[[ Record extracts open ]]

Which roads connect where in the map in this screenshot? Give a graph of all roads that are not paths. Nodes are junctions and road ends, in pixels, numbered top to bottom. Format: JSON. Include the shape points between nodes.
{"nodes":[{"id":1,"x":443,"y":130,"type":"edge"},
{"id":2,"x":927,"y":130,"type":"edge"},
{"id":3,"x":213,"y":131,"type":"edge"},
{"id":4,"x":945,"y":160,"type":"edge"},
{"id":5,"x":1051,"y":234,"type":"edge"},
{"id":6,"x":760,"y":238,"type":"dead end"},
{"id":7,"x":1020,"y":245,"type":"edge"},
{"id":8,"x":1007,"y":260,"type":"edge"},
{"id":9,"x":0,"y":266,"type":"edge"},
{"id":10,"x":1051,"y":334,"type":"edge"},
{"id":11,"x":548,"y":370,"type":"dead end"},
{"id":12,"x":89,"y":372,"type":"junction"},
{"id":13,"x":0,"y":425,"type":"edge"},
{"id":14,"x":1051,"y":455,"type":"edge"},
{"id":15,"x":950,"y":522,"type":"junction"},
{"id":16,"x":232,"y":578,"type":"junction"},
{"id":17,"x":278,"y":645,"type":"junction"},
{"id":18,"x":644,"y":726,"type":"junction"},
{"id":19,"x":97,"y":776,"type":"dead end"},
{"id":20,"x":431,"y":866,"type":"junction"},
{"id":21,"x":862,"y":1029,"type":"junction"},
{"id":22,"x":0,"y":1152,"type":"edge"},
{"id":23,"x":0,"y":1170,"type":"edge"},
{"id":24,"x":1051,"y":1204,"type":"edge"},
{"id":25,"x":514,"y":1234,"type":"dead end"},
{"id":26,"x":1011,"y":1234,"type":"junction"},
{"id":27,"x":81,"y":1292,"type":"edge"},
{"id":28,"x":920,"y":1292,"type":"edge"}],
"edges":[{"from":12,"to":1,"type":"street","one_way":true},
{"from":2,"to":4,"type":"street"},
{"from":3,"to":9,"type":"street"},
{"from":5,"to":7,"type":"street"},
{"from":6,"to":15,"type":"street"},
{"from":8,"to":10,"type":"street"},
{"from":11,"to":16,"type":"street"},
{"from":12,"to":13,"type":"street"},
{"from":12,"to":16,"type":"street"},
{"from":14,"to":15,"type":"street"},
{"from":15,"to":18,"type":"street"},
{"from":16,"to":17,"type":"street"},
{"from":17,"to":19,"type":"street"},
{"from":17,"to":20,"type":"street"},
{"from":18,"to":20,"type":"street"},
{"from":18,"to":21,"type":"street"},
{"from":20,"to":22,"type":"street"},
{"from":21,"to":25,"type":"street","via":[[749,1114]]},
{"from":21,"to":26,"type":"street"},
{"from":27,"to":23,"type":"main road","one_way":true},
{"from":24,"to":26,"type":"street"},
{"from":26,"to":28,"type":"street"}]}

[[ Record extracts closed ]]

• [Task instructions]
Your task is to copy each line of the listing that holds the word "nodes".

• [Solved exercise]
Which roads connect where in the map in this screenshot? Give a graph of all roads that are not paths. Nodes are junctions and road ends, in pixels, numbered top to bottom. Format: JSON. Include the shape points between nodes.
{"nodes":[{"id":1,"x":443,"y":130,"type":"edge"},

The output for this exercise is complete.